Ne pas bouder son plaisir
Faire voter un texte à l’unanimité des différents groupes de l’Assemblée nationale est suffisamment rare pour que je ne boude pas mon plaisir. C’est ce que nous venons de vivre jeudi 7 mai avec un des trois textes de la « niche » annuelle du groupe de la Gauche démocrate et républicaine, que portaient les députés du Front de gauche.
Certes, les deux premiers textes ont été rejetés, sans beaucoup de surprise compte tenu des enjeux politiques forts qu’ils portaient. Leur examen en commission avait pourtant pu ouvrir quelques perspectives. L’un portait sur l’exigence d’analyser et expliquer la dette souveraine des Etats de l’Union Européenne. L’autre sur l’établissement d’un droit de préemption des salariés, en cas de cession de leur entreprise, pour une reprise sous forme de coopérative. Ces deux textes posaient des questions politiques d’importance sur la domination de la finance et la nécessité de développer la socialisation de notre économie par la maîtrise de l’outil de travail.
Quant au texte que nous avons fait voter sur l’entretien et le renouvellement du réseau des lignes téléphoniques, il n’est pas à dévaloriser. Certes, j’ai eu quelques difficultés pour en faire comprendre l’intérêt par la rédaction de notre journal l’Humanité, dont les choix éditoriaux sont parfois éloignés des réalités de nos territoires ruraux. Une raison de plus pour regretter la disparition brutale et silencieuse, fin février 2015, de l’hebdomadaire porteur des questions de la ruralité qu’était La Terre.

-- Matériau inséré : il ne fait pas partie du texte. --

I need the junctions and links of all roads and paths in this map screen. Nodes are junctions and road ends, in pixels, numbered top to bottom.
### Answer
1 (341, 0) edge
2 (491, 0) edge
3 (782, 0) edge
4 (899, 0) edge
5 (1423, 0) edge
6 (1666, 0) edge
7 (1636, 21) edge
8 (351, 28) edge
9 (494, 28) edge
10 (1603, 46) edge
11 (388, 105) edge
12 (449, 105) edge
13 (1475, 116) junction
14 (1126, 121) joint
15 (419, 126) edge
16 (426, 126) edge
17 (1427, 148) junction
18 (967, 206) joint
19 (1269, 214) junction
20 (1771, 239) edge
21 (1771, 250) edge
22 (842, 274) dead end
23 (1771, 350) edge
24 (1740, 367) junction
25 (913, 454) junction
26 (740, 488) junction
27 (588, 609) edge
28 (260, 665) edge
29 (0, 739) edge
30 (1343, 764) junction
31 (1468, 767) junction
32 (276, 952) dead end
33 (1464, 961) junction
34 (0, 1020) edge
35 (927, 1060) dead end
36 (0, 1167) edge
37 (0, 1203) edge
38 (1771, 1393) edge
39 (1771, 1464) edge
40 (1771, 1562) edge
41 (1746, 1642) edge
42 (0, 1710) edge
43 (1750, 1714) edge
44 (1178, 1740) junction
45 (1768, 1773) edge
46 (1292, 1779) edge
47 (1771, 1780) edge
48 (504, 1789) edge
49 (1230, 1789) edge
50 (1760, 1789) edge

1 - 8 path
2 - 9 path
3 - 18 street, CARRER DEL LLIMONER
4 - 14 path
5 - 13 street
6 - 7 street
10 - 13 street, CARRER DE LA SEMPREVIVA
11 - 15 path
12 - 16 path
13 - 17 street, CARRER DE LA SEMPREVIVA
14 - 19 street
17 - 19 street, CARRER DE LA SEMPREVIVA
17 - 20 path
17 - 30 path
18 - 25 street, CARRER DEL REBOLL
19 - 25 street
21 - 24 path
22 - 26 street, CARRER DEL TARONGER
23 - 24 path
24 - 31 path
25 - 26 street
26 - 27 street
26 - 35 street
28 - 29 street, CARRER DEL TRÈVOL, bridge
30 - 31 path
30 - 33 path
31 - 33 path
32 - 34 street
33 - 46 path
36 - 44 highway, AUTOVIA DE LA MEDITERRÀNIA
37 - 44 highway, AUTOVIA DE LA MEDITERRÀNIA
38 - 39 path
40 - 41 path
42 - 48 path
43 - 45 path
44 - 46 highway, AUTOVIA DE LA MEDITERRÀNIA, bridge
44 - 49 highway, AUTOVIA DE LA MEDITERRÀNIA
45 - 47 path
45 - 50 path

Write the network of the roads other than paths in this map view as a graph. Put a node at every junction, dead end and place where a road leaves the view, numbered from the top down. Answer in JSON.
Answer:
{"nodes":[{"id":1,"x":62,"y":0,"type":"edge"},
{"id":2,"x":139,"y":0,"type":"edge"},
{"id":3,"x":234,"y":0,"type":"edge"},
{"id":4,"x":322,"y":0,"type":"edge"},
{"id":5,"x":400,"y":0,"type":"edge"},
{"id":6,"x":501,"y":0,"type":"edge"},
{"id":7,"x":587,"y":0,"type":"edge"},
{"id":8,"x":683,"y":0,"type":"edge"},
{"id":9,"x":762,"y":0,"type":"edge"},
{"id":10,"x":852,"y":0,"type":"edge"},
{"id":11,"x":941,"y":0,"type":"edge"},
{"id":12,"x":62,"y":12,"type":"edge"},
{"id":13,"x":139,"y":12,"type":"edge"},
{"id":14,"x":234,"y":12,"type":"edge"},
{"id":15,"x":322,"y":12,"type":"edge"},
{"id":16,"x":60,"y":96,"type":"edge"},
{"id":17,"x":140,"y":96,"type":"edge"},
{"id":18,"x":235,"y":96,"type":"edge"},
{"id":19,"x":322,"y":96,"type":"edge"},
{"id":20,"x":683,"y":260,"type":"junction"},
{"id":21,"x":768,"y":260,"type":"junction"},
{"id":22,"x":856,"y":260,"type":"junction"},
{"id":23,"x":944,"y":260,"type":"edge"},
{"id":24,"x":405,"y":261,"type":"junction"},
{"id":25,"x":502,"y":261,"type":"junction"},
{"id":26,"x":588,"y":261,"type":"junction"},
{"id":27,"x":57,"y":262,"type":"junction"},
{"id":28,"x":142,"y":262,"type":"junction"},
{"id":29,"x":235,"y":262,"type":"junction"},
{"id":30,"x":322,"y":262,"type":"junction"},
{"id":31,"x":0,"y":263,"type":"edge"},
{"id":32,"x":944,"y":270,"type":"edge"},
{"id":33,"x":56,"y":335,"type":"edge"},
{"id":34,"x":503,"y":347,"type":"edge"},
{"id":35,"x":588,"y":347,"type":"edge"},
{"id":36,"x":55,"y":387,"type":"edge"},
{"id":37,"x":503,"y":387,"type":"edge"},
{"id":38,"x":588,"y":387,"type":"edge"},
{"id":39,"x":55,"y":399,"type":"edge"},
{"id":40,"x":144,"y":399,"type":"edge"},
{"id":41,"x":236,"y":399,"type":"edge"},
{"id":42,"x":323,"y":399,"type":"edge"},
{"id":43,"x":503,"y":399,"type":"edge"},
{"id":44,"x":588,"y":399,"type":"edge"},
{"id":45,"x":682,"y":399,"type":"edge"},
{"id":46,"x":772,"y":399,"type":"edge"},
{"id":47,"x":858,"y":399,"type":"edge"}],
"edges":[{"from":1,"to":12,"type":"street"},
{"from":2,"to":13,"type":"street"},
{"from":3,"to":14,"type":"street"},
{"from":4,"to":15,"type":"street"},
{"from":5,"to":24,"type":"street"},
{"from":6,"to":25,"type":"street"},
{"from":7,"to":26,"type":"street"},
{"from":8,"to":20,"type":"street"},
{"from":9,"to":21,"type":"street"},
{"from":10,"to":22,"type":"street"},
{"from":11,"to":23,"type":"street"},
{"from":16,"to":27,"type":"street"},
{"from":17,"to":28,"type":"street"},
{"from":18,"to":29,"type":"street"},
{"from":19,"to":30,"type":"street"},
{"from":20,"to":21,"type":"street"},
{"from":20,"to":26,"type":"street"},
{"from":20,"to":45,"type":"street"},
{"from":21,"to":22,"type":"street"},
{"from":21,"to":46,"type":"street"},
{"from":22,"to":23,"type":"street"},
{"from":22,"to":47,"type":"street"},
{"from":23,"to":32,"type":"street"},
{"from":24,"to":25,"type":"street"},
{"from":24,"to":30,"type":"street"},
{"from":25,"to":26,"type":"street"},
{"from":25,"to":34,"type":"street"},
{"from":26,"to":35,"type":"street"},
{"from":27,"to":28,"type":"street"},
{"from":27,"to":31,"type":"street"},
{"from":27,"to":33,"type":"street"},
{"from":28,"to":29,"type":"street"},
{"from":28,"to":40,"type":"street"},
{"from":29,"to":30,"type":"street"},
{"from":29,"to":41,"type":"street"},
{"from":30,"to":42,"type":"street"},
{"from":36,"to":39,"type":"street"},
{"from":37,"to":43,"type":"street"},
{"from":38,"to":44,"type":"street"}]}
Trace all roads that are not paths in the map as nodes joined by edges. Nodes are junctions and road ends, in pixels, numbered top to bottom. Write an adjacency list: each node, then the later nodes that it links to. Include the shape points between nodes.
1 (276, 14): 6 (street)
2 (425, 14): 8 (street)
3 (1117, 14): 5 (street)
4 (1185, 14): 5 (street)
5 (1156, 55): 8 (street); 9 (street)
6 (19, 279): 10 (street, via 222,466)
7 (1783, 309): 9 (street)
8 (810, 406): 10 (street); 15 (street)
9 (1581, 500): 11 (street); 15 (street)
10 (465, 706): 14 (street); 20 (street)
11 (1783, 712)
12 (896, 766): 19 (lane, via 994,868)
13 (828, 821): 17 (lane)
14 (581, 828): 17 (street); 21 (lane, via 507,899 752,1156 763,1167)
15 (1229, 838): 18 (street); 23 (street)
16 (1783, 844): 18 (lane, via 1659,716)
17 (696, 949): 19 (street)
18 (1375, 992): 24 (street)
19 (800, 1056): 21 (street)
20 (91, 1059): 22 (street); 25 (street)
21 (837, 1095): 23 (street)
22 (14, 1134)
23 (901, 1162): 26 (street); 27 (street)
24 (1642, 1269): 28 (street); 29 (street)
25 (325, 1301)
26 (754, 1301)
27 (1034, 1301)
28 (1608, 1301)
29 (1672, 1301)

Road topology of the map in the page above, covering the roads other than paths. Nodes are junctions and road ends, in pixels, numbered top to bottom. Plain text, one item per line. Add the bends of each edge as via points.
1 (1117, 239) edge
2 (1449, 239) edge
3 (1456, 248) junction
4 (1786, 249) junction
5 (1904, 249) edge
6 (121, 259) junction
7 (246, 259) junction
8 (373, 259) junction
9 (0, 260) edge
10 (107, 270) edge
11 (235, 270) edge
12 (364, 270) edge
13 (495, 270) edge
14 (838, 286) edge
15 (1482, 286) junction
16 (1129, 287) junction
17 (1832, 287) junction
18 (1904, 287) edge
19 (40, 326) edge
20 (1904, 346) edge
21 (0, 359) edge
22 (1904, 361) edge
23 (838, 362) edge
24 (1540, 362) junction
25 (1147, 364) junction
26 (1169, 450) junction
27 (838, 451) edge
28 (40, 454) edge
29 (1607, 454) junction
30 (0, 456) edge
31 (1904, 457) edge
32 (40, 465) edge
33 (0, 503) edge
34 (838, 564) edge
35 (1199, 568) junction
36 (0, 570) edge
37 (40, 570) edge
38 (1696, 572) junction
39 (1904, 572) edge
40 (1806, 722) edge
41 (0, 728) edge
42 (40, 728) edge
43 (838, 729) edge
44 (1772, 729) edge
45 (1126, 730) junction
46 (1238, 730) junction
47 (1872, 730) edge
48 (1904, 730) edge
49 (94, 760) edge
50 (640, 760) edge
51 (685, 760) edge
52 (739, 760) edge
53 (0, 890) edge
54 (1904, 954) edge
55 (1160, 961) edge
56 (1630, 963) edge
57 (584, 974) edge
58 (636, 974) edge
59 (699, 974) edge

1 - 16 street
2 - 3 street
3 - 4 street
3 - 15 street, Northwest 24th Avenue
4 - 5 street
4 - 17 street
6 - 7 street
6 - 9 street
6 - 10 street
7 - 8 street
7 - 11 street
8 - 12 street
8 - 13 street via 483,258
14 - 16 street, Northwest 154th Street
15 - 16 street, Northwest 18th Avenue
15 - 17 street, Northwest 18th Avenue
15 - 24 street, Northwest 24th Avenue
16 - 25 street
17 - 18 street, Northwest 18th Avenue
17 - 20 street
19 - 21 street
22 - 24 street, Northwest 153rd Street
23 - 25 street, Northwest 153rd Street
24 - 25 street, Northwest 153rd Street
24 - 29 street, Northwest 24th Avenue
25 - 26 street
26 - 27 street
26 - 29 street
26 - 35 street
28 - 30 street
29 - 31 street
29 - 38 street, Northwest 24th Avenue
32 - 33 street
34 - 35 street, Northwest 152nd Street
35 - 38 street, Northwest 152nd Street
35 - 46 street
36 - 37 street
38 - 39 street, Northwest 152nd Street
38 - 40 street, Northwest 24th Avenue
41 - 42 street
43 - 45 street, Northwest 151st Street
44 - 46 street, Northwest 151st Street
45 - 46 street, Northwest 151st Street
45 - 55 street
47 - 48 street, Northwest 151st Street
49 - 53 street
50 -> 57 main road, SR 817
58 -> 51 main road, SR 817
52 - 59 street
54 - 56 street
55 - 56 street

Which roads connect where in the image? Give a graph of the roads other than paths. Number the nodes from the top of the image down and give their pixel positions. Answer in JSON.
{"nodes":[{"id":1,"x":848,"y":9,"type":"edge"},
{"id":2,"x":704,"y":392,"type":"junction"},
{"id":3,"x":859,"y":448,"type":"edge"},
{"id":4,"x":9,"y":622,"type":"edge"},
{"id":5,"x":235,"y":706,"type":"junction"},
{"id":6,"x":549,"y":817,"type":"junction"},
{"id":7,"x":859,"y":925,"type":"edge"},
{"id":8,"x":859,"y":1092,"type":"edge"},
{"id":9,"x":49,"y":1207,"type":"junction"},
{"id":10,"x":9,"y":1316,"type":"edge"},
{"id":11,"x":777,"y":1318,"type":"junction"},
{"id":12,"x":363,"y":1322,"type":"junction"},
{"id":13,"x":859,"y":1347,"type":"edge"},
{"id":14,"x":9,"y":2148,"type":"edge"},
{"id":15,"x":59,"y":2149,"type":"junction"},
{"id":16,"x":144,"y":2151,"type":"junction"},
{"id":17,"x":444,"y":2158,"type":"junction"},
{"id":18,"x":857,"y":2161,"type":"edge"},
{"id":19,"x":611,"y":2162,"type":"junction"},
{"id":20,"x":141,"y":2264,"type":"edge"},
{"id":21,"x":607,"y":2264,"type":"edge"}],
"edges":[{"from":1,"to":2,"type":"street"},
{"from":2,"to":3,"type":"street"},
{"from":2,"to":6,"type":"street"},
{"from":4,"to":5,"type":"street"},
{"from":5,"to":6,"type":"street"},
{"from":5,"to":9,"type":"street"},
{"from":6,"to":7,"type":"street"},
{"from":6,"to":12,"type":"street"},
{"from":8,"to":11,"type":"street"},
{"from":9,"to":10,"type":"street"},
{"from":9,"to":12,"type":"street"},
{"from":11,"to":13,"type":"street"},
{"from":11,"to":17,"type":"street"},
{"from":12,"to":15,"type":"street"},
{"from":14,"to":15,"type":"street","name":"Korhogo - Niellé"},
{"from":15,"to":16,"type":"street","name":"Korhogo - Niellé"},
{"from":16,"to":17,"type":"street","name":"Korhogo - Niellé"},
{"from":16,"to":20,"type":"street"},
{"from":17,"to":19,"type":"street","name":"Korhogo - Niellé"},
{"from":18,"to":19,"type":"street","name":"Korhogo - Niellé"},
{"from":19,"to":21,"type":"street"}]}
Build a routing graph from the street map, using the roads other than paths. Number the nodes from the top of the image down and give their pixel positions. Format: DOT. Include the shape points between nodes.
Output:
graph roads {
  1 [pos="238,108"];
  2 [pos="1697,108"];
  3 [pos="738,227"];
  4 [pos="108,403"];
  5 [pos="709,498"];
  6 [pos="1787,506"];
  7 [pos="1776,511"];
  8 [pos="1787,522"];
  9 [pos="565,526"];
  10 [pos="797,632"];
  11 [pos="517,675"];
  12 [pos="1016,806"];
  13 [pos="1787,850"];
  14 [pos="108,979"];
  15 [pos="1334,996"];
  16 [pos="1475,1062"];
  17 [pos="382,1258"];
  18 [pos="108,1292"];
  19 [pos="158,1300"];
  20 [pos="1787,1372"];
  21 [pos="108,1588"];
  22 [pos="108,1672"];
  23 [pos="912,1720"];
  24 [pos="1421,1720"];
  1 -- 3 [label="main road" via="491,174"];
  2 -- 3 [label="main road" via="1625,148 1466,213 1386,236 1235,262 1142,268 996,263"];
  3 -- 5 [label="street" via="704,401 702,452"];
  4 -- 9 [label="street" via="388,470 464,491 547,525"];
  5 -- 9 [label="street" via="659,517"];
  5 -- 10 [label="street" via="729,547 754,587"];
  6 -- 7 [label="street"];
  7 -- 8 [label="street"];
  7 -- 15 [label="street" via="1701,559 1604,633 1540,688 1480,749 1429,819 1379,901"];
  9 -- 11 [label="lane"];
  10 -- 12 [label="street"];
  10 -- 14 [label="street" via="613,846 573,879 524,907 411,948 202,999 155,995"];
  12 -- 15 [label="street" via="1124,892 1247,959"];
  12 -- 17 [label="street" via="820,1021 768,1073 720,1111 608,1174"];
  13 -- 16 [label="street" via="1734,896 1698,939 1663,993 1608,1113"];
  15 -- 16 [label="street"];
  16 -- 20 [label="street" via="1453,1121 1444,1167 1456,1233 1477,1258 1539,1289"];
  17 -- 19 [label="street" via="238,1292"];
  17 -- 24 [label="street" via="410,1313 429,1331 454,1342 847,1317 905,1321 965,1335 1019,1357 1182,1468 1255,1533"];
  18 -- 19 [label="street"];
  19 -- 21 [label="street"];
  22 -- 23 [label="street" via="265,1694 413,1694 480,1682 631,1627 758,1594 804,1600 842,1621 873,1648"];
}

Notre proposition de loi répond en effet à un problème important touchant au quotidien des populations rurales : celui de l’accès au téléphone fixe. Cela peut surprendre à l’heure de la fibre optique et du haut débit, mais ce service universel « de base » souffre en effet de ruptures nombreuses, parfois longues, dues à une insuffisance d’entretien de son réseau cuivre par l’entreprise Orange, héritière de l’opérateur historique France-Télécom. Une évolution législative s’imposait pour remédier à une situation plus grave que cela peut apparaître au premier abord : sécurité sanitaire des personnes isolées, notamment âgées, équilibre économique d’entreprises dont l’activité implique en particulier l’accès à internet par l’ADSL, accessible par le téléphone fixe (hôtellerie-restauration, artisans, voire agriculteurs pour maintes déclarations administratives, etc…).
Le texte apporte les réponses législatives et réglementaires qui s’imposaient (je vous invite à lire mon rapport sur cette proposition de loi et mon intervention en séance publique en allant sur mon site de député ou celui de l’Assemblée nationale). Il a aussi un coût pour Orange et les opérateurs : 30 à 40 M€ par an (pour 1,6 Milliards d’€ de dividendes versées aux actionnaires par le seul opérateur Orange en 2014).
Mais l’intérêt de l’adoption de ce texte est aussi autre. Il est le fruit d’une démarche participative inédite, avec une élaboration collective dans la continuité d’une pétition citoyenne. Son écriture a en effet associé plus d’une centaine d’usagers et élus locaux. Cette pratique politique est la traduction d’une exigence démocratique qui reste souvent un simple slogan. L’approche théorique pour « rallumer les étoiles » et les appels enflammés à la tenue d’ateliers législatifs séduisent semble-t-il davantage qu’une mise œuvre concrète.
J’ai souhaité écrire ces quelques mots avant mon envol pour un séjour de 48 h à Cuba : privilège agréable pour le président de groupe d’amitié France-Cuba de l’Assemblée nationale, que je suis, alors que le Président de la République effectue un déplacement sur les terres de la révolution cubaine. Sur ce point, chacun comprendra que, là-aussi, je ne souhaite pas bouder mon plaisir ! Au-delà du plaisir, ce sera l’objet de ma prochaine chronique au retour des Caraïbes.